Your goal: Show every line from the data below that includes "Avenue".

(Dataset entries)
▬▬▬▬▬▬▬▬▬▬

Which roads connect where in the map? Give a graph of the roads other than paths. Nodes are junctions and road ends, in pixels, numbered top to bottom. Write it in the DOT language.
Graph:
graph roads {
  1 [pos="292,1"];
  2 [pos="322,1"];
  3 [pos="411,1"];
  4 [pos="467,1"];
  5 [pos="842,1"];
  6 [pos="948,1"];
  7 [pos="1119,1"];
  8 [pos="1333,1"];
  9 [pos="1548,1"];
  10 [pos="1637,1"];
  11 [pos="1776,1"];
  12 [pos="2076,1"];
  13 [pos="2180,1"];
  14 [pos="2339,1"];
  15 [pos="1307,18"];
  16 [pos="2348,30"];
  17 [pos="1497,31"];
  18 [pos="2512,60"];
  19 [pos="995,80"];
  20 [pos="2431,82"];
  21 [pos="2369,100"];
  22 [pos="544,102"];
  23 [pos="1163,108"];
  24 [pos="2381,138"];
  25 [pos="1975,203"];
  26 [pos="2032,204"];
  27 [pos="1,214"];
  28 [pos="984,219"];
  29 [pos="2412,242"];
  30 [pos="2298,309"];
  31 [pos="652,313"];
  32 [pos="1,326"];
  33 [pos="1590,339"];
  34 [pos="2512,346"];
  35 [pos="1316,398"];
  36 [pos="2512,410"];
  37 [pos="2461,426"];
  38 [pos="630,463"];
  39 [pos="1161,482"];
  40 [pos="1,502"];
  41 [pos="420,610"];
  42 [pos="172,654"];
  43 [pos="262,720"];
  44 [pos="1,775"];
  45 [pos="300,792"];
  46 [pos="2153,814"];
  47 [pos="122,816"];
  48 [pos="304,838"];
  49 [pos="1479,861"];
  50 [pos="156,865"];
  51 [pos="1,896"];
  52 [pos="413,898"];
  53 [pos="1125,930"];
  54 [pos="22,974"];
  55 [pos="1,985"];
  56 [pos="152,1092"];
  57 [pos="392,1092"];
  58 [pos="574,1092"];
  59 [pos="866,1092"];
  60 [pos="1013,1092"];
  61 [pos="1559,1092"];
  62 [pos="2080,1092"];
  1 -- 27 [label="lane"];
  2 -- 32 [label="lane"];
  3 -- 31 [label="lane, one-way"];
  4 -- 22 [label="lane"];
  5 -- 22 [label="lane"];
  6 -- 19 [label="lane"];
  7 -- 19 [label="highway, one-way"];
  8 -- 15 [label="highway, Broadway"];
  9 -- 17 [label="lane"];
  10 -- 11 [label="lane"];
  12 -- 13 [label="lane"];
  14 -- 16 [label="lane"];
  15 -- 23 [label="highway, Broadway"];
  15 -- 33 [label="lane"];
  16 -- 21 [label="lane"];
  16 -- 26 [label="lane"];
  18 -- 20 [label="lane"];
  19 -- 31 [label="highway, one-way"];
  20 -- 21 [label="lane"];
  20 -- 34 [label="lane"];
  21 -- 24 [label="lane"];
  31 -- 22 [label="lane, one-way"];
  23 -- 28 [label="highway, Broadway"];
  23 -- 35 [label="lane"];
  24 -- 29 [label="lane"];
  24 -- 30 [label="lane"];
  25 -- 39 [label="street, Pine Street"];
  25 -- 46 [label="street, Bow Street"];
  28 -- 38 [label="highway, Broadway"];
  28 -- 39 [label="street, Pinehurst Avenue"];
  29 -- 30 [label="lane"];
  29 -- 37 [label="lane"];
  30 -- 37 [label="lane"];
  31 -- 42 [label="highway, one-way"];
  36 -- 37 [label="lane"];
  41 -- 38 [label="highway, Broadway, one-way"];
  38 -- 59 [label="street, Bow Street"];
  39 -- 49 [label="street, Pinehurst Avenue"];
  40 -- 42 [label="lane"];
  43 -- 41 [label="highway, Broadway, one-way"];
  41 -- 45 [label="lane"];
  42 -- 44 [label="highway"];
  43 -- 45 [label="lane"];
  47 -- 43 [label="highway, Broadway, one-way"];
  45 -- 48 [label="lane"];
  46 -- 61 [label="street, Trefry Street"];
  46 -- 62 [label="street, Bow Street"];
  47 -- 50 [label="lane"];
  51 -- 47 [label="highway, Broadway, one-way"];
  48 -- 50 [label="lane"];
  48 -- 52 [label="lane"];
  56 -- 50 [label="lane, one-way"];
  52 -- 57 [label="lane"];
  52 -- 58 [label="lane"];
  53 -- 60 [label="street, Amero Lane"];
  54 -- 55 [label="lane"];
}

▬▬▬▬▬▬▬▬▬▬

Response to this exercise:
  28 -- 39 [label="street, Pinehurst Avenue"];
  39 -- 49 [label="street, Pinehurst Avenue"];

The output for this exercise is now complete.